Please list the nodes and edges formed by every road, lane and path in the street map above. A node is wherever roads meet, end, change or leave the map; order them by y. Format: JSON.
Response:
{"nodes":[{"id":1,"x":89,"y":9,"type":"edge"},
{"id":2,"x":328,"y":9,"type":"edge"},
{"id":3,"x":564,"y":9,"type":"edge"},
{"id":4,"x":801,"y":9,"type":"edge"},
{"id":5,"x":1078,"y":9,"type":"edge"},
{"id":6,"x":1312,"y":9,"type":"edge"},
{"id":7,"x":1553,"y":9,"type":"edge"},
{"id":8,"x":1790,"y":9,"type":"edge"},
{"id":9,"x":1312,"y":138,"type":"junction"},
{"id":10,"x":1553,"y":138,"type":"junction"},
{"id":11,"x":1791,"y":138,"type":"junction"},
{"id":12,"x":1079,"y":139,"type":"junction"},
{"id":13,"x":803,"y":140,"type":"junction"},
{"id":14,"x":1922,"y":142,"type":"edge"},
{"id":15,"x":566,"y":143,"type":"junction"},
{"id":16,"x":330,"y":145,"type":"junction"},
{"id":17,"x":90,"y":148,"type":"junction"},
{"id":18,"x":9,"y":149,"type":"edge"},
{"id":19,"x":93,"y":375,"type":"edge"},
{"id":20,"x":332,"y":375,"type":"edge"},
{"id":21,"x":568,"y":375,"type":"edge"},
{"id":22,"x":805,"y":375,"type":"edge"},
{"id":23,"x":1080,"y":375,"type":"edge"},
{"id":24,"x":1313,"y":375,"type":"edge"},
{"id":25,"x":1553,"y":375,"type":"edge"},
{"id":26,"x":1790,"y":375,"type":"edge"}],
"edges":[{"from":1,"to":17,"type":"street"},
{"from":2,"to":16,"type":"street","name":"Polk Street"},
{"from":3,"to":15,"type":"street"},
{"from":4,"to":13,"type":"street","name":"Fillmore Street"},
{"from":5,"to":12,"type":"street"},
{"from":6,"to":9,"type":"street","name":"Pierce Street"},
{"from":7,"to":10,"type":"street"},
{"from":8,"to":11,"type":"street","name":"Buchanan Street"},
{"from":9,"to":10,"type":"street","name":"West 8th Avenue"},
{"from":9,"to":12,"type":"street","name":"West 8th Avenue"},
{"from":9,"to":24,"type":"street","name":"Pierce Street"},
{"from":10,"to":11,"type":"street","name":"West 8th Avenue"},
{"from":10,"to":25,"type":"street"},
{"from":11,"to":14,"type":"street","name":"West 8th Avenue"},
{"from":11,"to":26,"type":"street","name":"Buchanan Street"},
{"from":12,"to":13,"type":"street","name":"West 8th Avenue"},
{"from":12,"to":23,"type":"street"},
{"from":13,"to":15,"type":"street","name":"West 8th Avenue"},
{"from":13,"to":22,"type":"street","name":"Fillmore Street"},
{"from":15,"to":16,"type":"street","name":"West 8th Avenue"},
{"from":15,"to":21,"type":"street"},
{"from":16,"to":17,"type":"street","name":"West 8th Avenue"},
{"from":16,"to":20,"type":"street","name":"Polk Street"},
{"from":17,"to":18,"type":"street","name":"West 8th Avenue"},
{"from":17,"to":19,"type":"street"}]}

#### ACTIVITY:
Exactly as they stand above, retype all of the records.

#### EXPECTED ANSWER:
Please list the nodes and edges formed by every road, lane and path in the street map above. A node is wherever roads meet, end, change or leave the map; order them by y. Format: JSON.
Response:
{"nodes":[{"id":1,"x":89,"y":9,"type":"edge"},
{"id":2,"x":328,"y":9,"type":"edge"},
{"id":3,"x":564,"y":9,"type":"edge"},
{"id":4,"x":801,"y":9,"type":"edge"},
{"id":5,"x":1078,"y":9,"type":"edge"},
{"id":6,"x":1312,"y":9,"type":"edge"},
{"id":7,"x":1553,"y":9,"type":"edge"},
{"id":8,"x":1790,"y":9,"type":"edge"},
{"id":9,"x":1312,"y":138,"type":"junction"},
{"id":10,"x":1553,"y":138,"type":"junction"},
{"id":11,"x":1791,"y":138,"type":"junction"},
{"id":12,"x":1079,"y":139,"type":"junction"},
{"id":13,"x":803,"y":140,"type":"junction"},
{"id":14,"x":1922,"y":142,"type":"edge"},
{"id":15,"x":566,"y":143,"type":"junction"},
{"id":16,"x":330,"y":145,"type":"junction"},
{"id":17,"x":90,"y":148,"type":"junction"},
{"id":18,"x":9,"y":149,"type":"edge"},
{"id":19,"x":93,"y":375,"type":"edge"},
{"id":20,"x":332,"y":375,"type":"edge"},
{"id":21,"x":568,"y":375,"type":"edge"},
{"id":22,"x":805,"y":375,"type":"edge"},
{"id":23,"x":1080,"y":375,"type":"edge"},
{"id":24,"x":1313,"y":375,"type":"edge"},
{"id":25,"x":1553,"y":375,"type":"edge"},
{"id":26,"x":1790,"y":375,"type":"edge"}],
"edges":[{"from":1,"to":17,"type":"street"},
{"from":2,"to":16,"type":"street","name":"Polk Street"},
{"from":3,"to":15,"type":"street"},
{"from":4,"to":13,"type":"street","name":"Fillmore Street"},
{"from":5,"to":12,"type":"street"},
{"from":6,"to":9,"type":"street","name":"Pierce Street"},
{"from":7,"to":10,"type":"street"},
{"from":8,"to":11,"type":"street","name":"Buchanan Street"},
{"from":9,"to":10,"type":"street","name":"West 8th Avenue"},
{"from":9,"to":12,"type":"street","name":"West 8th Avenue"},
{"from":9,"to":24,"type":"street","name":"Pierce Street"},
{"from":10,"to":11,"type":"street","name":"West 8th Avenue"},
{"from":10,"to":25,"type":"street"},
{"from":11,"to":14,"type":"street","name":"West 8th Avenue"},
{"from":11,"to":26,"type":"street","name":"Buchanan Street"},
{"from":12,"to":13,"type":"street","name":"West 8th Avenue"},
{"from":12,"to":23,"type":"street"},
{"from":13,"to":15,"type":"street","name":"West 8th Avenue"},
{"from":13,"to":22,"type":"street","name":"Fillmore Street"},
{"from":15,"to":16,"type":"street","name":"West 8th Avenue"},
{"from":15,"to":21,"type":"street"},
{"from":16,"to":17,"type":"street","name":"West 8th Avenue"},
{"from":16,"to":20,"type":"street","name":"Polk Street"},
{"from":17,"to":18,"type":"street","name":"West 8th Avenue"},
{"from":17,"to":19,"type":"street"}]}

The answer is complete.